Take a look at the campaign here: https://vimeo.com/306212764
Using a common template, hundreds of different pre-roll ads were created: in each ad, Alexa was asked to play a song—the music video that the user will next watch. The end result was a consistent, non-disruptive ad where the Alexa and Echo product positioning blended seamlessly into the user’s music experience, while demonstrating Echo’s capabilities.
The genius behind Blink Digital’s personalization approach with “Alexa Play My Song” was that it leveraged YouTube’s own personalization algorithm. Each pre-roll ad was tied to a specific music video of the same name. This ensured that only the people who landed on the music video—either through direct search or recommendations—would see the pre-roll ad. Blink was able to leverage Google’s AI-based personalization and recommendation system to deliver “Alexa Play My Song” pre-roll ads to just the right people.

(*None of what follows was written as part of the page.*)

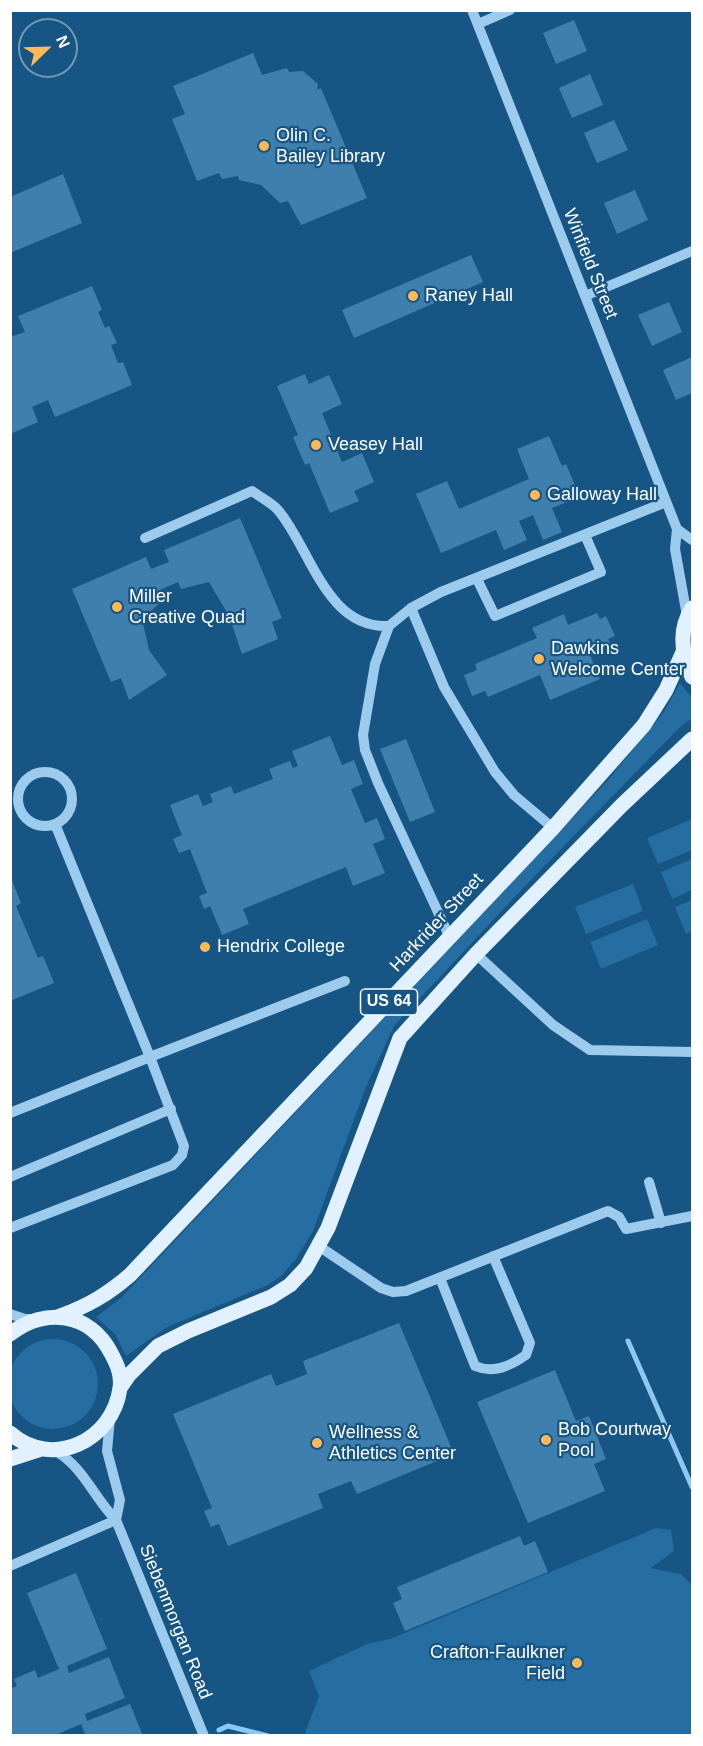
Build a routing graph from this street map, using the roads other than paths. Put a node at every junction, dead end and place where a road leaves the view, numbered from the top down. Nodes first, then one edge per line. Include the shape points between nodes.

2. Show your human side: engaging with customers at a personal level
Large businesses are inherently viewed by customers with a certain level of mistrust. This is because conventional communication between brands and customers has long been impersonal and alienating. It can be easy for customers (and brands themselves) to forget that brands are made up of people. Digital platforms offer brands a low-cost and low-effort means of engaging personally with customers. Many brands have discovered innovative ways of leveraging digital to engage with their customers on a personal level. Some brands like Wendy’s have gained fame for their saucy social media handles: by sharing memes and responding to trending posts, these social media handles tell customers that don’t always have to stay “on message” and perform the brand experience--it can come naturally, too. By reaching out to customers in ways that they easily relate to, brands use digital media to humanize themselves.
For instance, KFC collaborated with Blink Digital in 2016 on the memorable “Watt a Box Campaign” which garnered 86.8 billion impressions, 6.7 million interactions, and was even featured on the Jimmy Kimmel show. Laser-focused audience targeting was a key part in Watt a Box’s success. The campaign addresses smartphone charging, a relatable issue for affluent and upwardly mobile Millennial and Gen Z audiences, the exact groups who KFC—and other international fast food chains in India primarily cater to.
3. Leveraging digital to offer to unique experiences
A big part of the brand experience--and this is doubly true for brands in highly competitive markets--is about offering customers unique experiences: things your brand offers that no one else does. Digital platforms offer brands entirely new ways of crafting unique brand experiences for customers. For example, personal shopping services offered through live chat provide retail customers with high-end personal shopping experiences. Cab-hailing apps offer in-app music selection. There are countless ways in which the internet draws people, products, and services together. This creates numerous opportunities for brands to craft unique digital experiences for a trivial investment.
Conclusion
From e-commerce to digital adverts to social media, the future of brands lies in digital. By intelligently leveraging the opportunities this presents, brands can humanize themselves, craft unique experiences, and attentively anticipate customer needs. From first contact to the end of the relationship, digital offers ways to profoundly transform brand experiences for the better.